Across the listing below, how many lines have the word "shape" in them? Provide only the number.
BEGIN RECORDS PROVIDED
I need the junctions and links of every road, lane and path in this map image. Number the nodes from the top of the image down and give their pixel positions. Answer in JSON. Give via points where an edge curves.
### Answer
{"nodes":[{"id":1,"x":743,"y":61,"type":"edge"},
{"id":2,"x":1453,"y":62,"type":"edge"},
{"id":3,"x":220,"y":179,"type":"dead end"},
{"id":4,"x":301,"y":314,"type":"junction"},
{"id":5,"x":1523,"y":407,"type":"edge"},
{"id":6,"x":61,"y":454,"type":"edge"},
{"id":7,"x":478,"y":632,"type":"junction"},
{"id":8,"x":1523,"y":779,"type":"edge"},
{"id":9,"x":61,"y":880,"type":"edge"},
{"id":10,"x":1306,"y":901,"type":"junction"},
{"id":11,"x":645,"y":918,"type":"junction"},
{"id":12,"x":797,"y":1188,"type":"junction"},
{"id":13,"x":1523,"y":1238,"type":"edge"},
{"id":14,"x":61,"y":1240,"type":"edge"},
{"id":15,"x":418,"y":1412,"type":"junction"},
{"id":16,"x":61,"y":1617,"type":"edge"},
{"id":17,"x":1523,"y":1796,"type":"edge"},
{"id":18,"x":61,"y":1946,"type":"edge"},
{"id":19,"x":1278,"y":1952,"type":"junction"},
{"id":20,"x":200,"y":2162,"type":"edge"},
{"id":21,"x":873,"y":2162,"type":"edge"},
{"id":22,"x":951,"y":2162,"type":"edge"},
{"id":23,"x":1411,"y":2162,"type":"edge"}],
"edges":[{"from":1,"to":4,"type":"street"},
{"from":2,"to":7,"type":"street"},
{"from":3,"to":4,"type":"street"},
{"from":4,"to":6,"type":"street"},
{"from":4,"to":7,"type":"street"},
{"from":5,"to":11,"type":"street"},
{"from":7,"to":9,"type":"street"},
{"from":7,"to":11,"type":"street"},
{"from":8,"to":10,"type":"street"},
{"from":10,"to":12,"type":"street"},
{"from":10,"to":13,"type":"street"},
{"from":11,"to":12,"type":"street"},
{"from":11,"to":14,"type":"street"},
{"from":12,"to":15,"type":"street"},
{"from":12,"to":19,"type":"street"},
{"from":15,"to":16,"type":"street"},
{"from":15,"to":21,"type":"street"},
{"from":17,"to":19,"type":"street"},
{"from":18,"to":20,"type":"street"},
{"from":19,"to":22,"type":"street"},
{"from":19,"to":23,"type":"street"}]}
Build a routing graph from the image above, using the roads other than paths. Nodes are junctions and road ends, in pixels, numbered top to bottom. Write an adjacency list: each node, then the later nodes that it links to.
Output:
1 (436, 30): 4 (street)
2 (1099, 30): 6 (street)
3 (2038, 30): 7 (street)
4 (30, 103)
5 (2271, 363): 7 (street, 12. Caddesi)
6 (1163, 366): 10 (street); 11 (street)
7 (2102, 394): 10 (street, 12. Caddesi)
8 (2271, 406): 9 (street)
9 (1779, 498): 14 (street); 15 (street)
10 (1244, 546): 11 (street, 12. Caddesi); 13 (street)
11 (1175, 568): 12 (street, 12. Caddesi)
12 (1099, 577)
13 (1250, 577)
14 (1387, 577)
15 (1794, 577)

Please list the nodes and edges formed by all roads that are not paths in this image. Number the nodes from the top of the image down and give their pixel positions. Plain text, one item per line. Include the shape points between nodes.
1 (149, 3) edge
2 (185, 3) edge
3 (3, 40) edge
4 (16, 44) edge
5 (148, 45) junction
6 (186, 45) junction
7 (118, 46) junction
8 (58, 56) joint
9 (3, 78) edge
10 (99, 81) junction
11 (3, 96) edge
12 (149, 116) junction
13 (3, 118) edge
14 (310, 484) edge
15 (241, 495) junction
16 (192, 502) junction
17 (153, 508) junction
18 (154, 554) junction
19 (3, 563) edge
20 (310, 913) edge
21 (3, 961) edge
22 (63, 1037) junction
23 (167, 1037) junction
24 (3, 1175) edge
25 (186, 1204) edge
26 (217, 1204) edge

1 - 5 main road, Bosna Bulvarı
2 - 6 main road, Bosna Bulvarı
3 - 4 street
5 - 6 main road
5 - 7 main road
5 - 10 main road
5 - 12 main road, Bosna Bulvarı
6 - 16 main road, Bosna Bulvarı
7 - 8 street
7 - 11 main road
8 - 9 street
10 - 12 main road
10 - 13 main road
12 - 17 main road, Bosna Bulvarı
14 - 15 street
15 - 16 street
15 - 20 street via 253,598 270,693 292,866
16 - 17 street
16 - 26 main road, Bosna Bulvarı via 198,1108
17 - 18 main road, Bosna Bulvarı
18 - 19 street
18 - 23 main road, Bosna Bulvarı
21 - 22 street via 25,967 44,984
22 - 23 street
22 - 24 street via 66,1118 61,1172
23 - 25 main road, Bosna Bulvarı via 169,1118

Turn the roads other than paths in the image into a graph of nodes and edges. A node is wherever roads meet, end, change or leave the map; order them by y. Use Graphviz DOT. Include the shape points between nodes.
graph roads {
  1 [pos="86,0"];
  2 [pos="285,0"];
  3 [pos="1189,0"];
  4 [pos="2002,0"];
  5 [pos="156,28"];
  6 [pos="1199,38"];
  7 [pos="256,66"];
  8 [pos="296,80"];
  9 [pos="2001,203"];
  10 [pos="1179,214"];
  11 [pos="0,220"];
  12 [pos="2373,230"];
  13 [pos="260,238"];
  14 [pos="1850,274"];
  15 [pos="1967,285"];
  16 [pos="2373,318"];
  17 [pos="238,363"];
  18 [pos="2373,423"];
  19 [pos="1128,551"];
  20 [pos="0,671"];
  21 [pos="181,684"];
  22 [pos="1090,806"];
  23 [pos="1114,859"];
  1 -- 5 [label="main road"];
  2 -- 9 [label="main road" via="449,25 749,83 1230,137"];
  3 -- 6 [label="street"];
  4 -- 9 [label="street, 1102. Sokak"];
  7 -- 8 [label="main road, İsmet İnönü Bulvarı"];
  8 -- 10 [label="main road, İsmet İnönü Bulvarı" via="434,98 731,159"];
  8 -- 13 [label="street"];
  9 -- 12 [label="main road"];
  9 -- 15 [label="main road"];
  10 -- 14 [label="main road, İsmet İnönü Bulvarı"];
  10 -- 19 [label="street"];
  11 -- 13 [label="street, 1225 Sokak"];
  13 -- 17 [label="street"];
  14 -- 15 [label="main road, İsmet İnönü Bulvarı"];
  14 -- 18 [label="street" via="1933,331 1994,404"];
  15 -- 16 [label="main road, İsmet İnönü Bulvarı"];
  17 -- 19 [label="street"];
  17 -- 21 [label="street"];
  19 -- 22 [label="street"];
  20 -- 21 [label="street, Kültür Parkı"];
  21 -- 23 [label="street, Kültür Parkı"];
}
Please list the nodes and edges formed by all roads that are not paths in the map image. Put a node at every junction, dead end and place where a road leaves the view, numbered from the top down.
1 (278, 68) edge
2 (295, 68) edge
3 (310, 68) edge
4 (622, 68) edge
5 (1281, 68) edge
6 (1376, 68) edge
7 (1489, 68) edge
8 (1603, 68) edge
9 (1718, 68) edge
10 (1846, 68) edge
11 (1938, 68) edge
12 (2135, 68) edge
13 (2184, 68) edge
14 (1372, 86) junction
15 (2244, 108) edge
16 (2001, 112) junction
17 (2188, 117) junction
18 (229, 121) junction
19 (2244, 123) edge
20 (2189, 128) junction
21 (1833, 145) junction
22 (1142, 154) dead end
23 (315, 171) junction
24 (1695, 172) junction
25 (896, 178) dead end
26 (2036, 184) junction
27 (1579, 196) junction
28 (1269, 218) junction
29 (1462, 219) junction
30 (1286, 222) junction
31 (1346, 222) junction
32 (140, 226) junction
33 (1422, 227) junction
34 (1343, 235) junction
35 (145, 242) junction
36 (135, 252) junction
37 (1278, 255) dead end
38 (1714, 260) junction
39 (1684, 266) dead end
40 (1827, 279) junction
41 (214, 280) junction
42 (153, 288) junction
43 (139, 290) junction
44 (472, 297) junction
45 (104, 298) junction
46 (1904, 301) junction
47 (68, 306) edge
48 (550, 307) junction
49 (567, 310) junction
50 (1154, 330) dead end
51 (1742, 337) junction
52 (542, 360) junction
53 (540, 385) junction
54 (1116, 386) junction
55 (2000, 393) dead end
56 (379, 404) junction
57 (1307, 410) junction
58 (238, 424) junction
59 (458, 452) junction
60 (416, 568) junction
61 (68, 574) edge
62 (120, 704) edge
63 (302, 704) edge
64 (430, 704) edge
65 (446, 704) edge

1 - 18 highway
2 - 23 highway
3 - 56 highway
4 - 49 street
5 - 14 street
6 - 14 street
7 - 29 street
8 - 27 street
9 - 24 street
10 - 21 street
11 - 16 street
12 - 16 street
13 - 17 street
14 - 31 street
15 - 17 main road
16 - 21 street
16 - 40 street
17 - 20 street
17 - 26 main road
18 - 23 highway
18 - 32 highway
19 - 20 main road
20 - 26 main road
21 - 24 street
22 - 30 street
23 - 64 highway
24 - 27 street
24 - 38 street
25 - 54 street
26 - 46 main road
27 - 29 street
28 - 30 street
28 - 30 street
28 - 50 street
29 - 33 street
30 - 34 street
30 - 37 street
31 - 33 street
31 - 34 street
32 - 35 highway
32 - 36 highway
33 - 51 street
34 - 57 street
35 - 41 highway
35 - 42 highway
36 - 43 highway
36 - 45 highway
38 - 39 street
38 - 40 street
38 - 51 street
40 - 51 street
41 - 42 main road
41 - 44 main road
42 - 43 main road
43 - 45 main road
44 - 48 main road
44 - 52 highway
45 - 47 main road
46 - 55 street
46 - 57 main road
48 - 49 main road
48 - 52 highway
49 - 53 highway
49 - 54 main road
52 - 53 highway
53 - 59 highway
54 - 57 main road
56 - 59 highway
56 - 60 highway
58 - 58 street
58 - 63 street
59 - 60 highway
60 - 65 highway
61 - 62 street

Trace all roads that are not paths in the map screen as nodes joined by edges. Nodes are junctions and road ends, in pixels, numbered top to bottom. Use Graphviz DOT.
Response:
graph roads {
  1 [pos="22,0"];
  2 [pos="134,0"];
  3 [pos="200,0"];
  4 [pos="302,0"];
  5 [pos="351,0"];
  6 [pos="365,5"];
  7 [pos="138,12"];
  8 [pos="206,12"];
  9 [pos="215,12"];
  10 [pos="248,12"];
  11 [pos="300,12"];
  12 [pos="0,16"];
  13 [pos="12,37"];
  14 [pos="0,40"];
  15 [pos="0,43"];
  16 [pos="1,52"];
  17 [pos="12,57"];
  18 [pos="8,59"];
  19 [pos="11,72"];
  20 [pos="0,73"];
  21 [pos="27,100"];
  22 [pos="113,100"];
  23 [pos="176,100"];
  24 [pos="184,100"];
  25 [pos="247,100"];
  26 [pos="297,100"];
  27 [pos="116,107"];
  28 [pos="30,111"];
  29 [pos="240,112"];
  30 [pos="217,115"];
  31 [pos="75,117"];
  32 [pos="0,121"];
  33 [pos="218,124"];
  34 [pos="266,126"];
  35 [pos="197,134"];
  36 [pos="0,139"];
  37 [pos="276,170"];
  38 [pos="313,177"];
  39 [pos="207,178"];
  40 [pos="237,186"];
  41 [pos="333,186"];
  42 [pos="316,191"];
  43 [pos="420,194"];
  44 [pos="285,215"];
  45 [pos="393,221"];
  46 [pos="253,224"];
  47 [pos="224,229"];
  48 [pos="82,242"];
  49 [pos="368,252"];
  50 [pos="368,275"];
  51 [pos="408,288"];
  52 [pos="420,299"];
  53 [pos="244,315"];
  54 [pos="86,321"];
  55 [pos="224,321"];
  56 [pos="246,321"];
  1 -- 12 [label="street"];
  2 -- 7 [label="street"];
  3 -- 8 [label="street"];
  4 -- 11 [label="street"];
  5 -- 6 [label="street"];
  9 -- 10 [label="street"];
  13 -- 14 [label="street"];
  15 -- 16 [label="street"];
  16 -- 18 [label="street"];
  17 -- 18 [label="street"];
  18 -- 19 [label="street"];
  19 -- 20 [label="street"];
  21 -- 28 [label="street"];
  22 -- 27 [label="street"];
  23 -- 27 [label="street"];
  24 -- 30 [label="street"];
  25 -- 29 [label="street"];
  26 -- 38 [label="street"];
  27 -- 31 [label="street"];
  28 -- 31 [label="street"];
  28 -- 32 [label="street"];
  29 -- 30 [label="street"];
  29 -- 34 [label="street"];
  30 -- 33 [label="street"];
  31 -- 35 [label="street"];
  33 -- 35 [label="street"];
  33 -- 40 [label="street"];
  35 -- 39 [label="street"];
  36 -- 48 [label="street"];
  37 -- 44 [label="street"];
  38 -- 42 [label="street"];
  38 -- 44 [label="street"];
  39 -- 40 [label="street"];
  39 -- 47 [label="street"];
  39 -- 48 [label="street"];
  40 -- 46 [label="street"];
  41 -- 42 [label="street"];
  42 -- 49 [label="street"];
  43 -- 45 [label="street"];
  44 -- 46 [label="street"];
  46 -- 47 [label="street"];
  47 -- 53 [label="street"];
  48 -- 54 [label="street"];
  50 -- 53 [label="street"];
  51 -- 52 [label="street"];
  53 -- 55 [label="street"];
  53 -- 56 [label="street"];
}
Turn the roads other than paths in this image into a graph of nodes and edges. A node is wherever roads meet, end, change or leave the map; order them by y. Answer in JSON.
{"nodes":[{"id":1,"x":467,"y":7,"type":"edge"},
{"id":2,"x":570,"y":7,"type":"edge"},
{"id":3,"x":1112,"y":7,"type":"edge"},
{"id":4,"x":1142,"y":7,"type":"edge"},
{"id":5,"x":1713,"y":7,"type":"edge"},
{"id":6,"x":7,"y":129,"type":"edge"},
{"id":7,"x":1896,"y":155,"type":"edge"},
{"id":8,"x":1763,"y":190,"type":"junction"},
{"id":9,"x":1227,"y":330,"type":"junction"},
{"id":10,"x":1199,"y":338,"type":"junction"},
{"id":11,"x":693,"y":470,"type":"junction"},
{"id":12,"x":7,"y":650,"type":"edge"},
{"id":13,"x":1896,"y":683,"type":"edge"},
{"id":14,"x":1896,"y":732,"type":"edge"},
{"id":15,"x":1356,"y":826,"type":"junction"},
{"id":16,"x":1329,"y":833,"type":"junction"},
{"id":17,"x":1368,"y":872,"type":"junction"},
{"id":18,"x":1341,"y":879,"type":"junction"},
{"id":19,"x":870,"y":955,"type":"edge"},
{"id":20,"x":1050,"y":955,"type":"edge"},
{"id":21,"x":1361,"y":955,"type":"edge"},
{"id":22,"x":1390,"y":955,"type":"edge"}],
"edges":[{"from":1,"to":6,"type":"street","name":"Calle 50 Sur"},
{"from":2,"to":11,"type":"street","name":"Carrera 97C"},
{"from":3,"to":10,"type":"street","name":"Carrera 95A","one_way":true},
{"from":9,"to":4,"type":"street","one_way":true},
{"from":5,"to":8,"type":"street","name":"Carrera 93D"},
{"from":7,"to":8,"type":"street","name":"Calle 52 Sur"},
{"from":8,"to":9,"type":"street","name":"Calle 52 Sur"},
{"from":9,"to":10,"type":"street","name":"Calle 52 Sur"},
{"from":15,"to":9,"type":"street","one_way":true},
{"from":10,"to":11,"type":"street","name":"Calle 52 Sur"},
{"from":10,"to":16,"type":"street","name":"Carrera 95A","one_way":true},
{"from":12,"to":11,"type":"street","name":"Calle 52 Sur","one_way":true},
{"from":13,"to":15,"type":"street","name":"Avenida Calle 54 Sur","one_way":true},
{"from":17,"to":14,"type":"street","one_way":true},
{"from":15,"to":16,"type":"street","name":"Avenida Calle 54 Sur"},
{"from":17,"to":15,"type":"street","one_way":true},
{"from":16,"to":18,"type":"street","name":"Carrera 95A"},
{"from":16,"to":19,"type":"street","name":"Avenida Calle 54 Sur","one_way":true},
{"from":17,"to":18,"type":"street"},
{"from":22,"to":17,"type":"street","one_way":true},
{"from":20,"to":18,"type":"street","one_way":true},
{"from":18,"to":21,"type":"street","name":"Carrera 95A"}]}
END RECORDS PROVIDED
▶ _EXERCISE ANSWER_:
2